Subject: Re: lock-free data structures
To: David Laight <david@l8s.co.uk>
From: None <jonathan@dsg.stanford.edu>
List: tech-kern
Date: 01/05/2006 17:41:51
In message <20060105222457.GJ12021@snowdrop.l8s.co.uk>,
David Laight writes:

[..]

>> Apologies if I misremember the exact details, its been... what, a decade?
>
>What I intended to say, is that the rmw cycle done by a exchange instruction
>(or a compare an exchange) is much the same expensive operation as
>acquiring an lock (given you expect it to be uncontended).
>
>The lock release is typiaclly free - since it gets snooped by the next
>request.
>
>There is also the issue that with expensive (ie slow) hardware rmw cycles
>the lock memory location itself becomes a 'hotspot' so you need finer
>grain locking.

Well, but here you are taking as axiomatic that the atomic operations
*is* implemented as a hardware lock on the memory subsystem.  Whereas
ll/sc, or CAS/CAS2, aren't specified that way and typically don't
actually work that way.

>But yes we need per-cpu free lists [1], per-cpu stats.
>I'd go for ditching all these separate pools we currently have for
>a decent SMP allocator.

"Decent" is in the eye of the beholder. Baed on the numbers I posted
earlier, I specifically want multiple {allocator, deallocator} pairs
for the same (type-stable) kind of underlying object, viz, mbufs, mbuf
clusers, and (mbuf header plus cluster) pairs. 

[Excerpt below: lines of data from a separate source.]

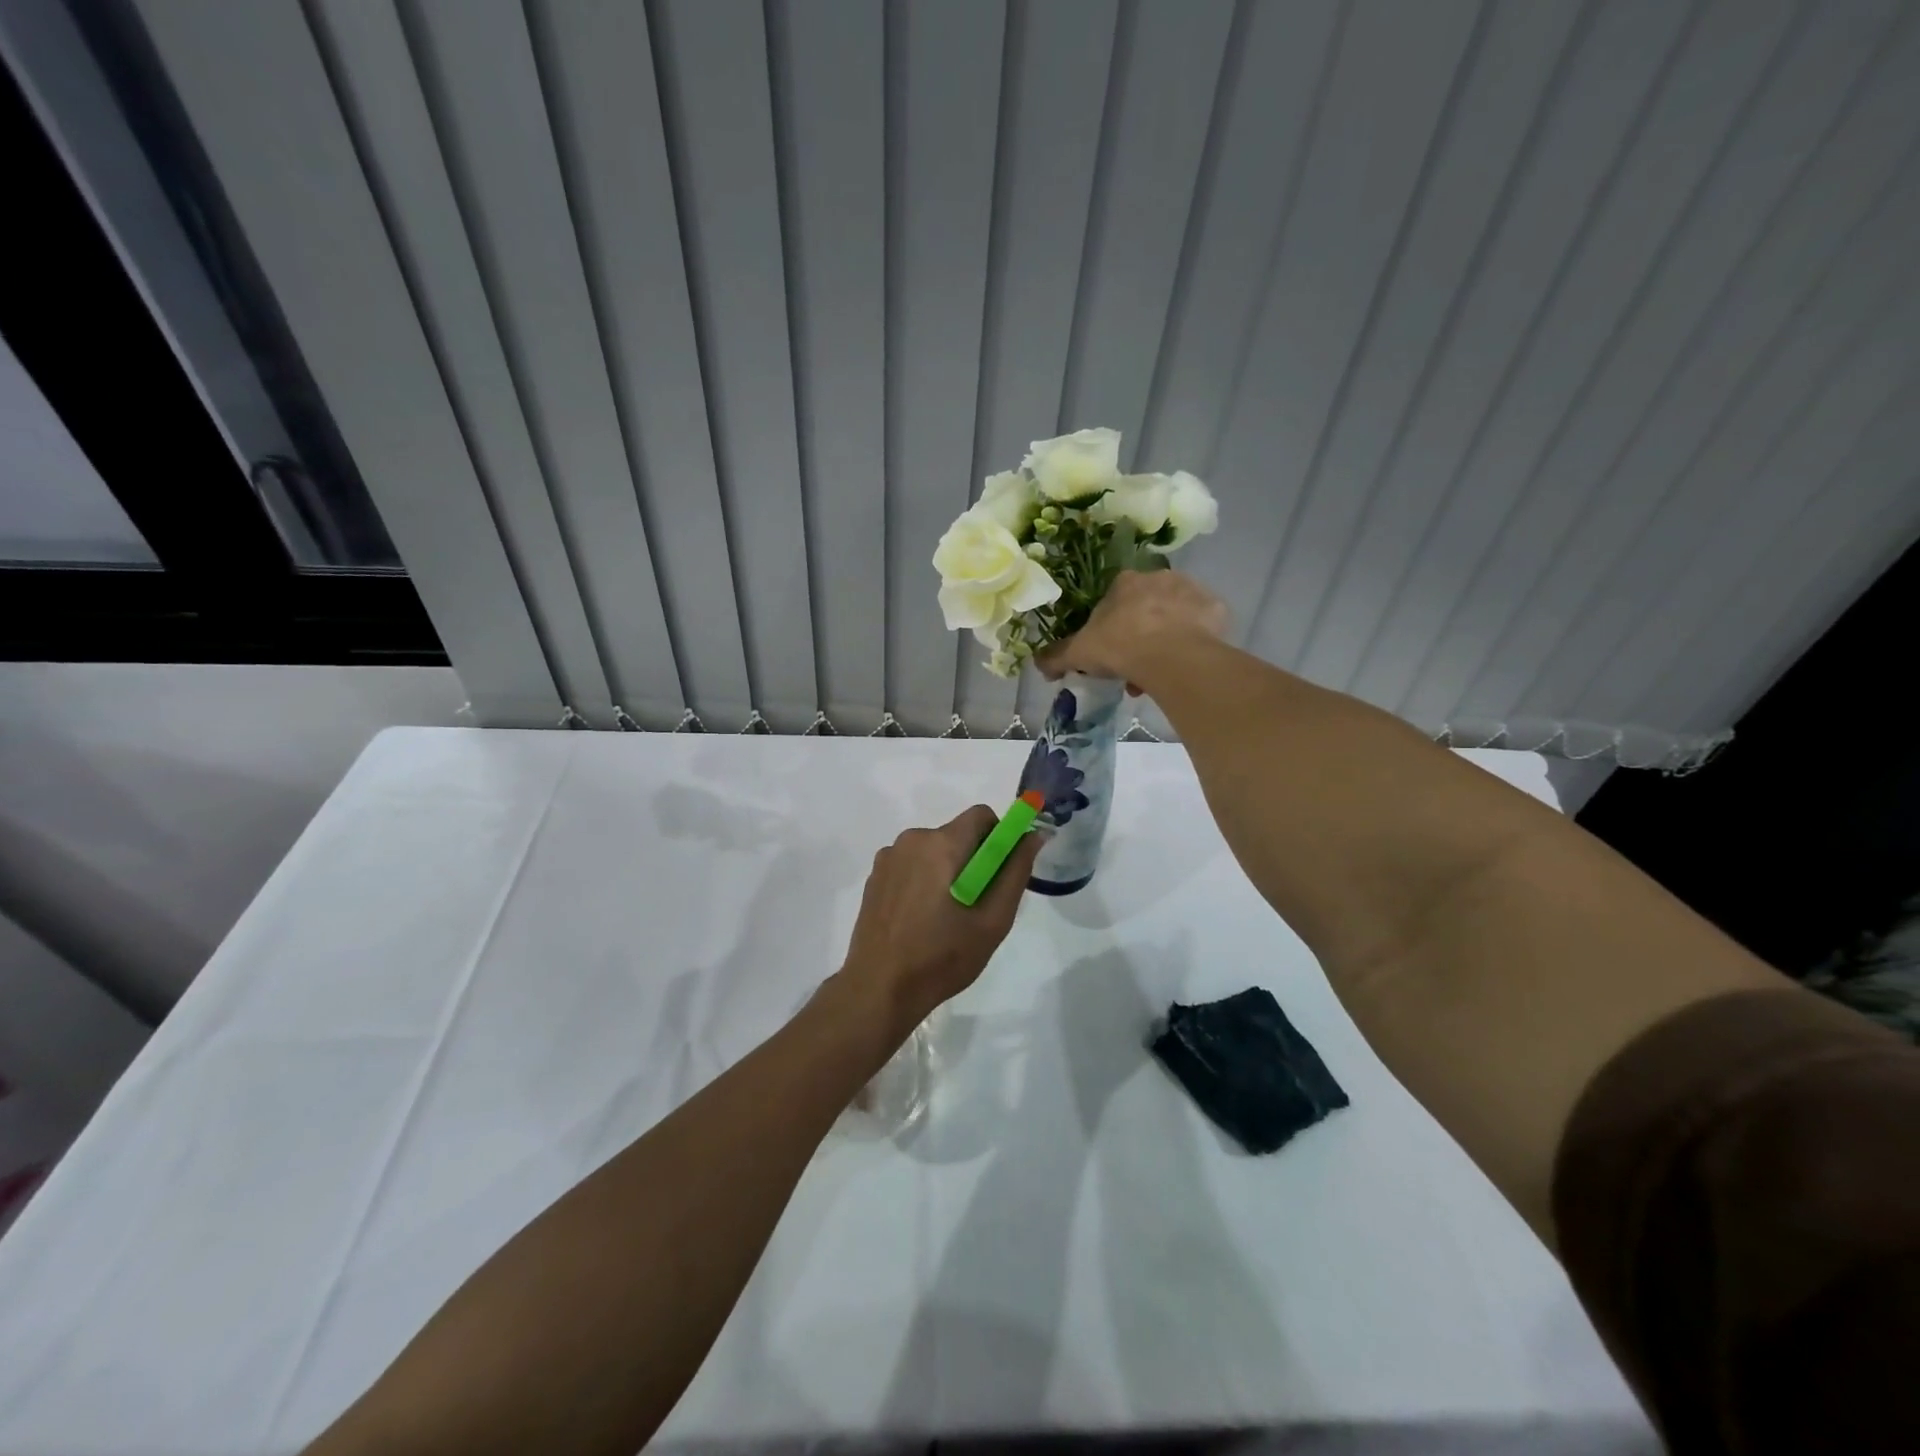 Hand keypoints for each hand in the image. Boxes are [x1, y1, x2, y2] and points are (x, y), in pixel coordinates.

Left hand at [837, 806, 1042, 1037]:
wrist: (880, 988)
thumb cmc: (943, 956)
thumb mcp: (993, 920)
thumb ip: (1016, 871)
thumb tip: (1033, 835)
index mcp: (942, 844)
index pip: (982, 815)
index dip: (999, 837)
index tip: (1000, 873)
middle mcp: (912, 839)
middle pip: (957, 834)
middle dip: (973, 860)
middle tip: (976, 905)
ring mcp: (889, 857)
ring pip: (934, 850)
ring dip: (947, 871)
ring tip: (946, 917)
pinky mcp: (875, 876)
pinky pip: (912, 864)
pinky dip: (923, 880)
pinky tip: (920, 918)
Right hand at [1037, 569, 1226, 690]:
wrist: (1171, 657)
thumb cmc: (1120, 646)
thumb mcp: (1080, 653)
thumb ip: (1057, 656)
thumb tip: (1037, 664)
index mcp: (1125, 582)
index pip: (1115, 599)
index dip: (1111, 627)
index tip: (1112, 653)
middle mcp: (1160, 578)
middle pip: (1147, 607)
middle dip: (1141, 635)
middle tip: (1135, 668)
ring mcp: (1192, 591)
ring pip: (1176, 616)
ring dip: (1167, 639)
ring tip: (1160, 675)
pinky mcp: (1217, 610)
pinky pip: (1203, 627)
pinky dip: (1195, 642)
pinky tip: (1185, 665) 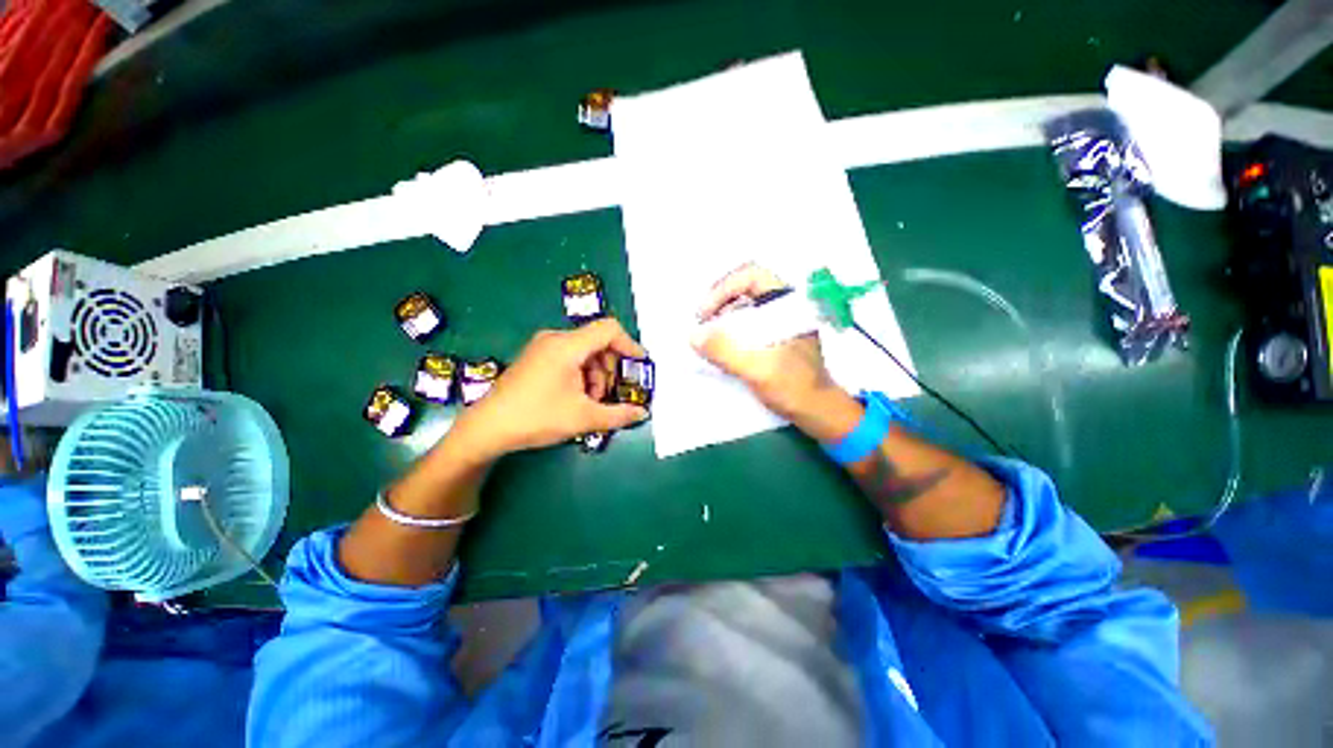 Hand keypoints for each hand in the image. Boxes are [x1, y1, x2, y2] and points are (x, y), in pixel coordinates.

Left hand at [448, 318, 649, 460]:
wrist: (487, 428)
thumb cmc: (537, 418)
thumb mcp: (584, 418)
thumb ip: (618, 414)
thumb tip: (642, 413)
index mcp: (567, 346)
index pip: (609, 329)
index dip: (629, 344)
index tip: (640, 365)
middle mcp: (555, 339)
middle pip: (598, 342)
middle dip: (611, 368)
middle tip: (611, 395)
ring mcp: (543, 347)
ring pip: (585, 352)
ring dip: (596, 375)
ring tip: (592, 402)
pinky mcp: (536, 357)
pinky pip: (570, 357)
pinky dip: (582, 374)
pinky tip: (577, 397)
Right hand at [691, 264, 850, 432]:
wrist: (818, 412)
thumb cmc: (794, 387)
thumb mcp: (758, 369)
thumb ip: (725, 351)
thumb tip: (694, 336)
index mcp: (788, 305)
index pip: (751, 276)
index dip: (723, 289)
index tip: (705, 313)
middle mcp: (784, 307)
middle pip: (745, 288)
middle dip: (719, 302)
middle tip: (701, 323)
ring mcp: (780, 322)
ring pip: (745, 306)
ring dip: (722, 316)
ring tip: (706, 335)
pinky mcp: (775, 337)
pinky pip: (747, 323)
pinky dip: (730, 329)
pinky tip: (719, 346) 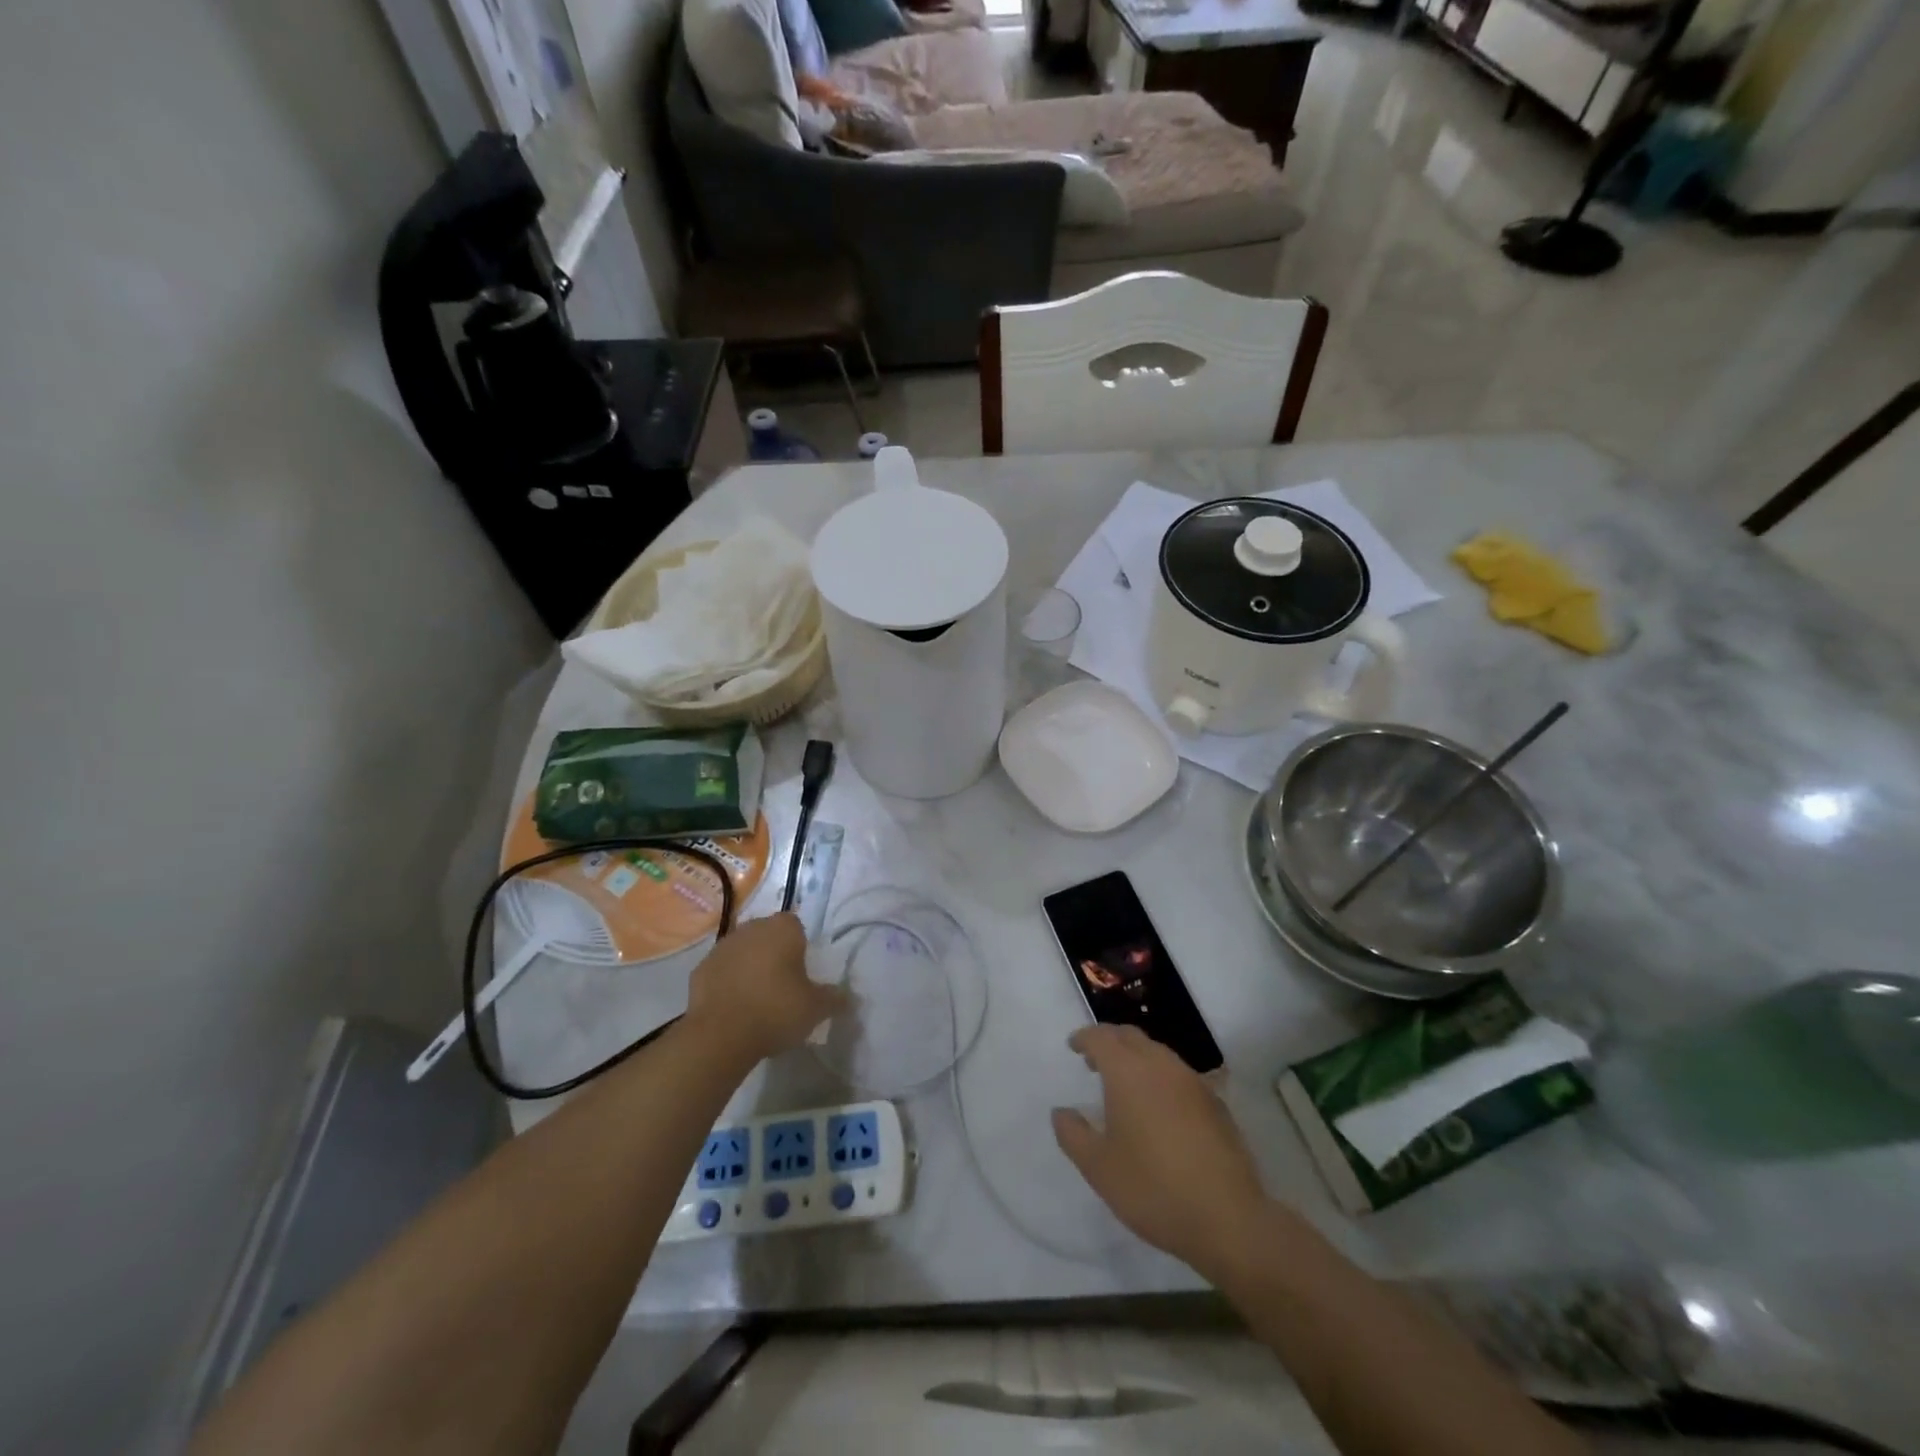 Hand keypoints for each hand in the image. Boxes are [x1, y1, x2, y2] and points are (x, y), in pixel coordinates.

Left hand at [685, 914, 843, 1063]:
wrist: (720, 1035)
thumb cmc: (776, 1011)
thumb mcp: (816, 1008)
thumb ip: (834, 998)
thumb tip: (848, 997)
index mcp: (783, 929)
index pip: (796, 926)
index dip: (800, 946)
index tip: (802, 972)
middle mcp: (752, 928)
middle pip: (768, 935)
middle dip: (774, 953)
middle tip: (783, 985)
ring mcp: (722, 947)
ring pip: (743, 951)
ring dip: (750, 966)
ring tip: (758, 999)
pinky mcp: (700, 969)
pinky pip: (722, 971)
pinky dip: (728, 982)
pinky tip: (735, 1007)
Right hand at [1053, 1025, 1269, 1278]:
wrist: (1228, 1219)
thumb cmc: (1153, 1189)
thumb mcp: (1098, 1168)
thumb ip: (1072, 1134)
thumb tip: (1061, 1112)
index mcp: (1128, 1072)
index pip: (1101, 1037)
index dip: (1084, 1038)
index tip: (1073, 1046)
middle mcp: (1161, 1065)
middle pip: (1131, 1036)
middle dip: (1110, 1041)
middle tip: (1094, 1061)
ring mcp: (1192, 1081)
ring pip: (1158, 1053)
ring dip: (1136, 1058)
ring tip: (1125, 1085)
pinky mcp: (1216, 1103)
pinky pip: (1179, 1075)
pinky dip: (1160, 1077)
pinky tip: (1159, 1108)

A patch is probably shorter than text at this point....



>For TCP is it probably enough to get data for separate connections
>running in parallel....

Do you mean multiple 10GbE streams in parallel? That'd be nice, but
seeing as we currently can't handle more than about 500 Mbyte/sec, we
have a long way to go to get there.

Conversely, if what your'e trying to say is something like

  ``multiple single 1GbE streeams running in parallel, using at most
   1 CPU pre stream, is probably enough''

then I disagree. Down that path lies the same, well-known [1] set of
naive [2], which are well-known to yield a stack in which single-stream
performance is slower, considerably slower, than the status-quo-ante:
namely, well-tuned, biglock, spl-synchronized, code.

[1, 2]: as seen by people who have prior experience with parallelising
high-performance TCP/IP stacks for SMP hardware, for single flows
fatter than a single CPU can handle.  Think IRIX.


>	David
>
>[1] and being aware of the code that tends to 'pump' free items from
>one cpu to another.....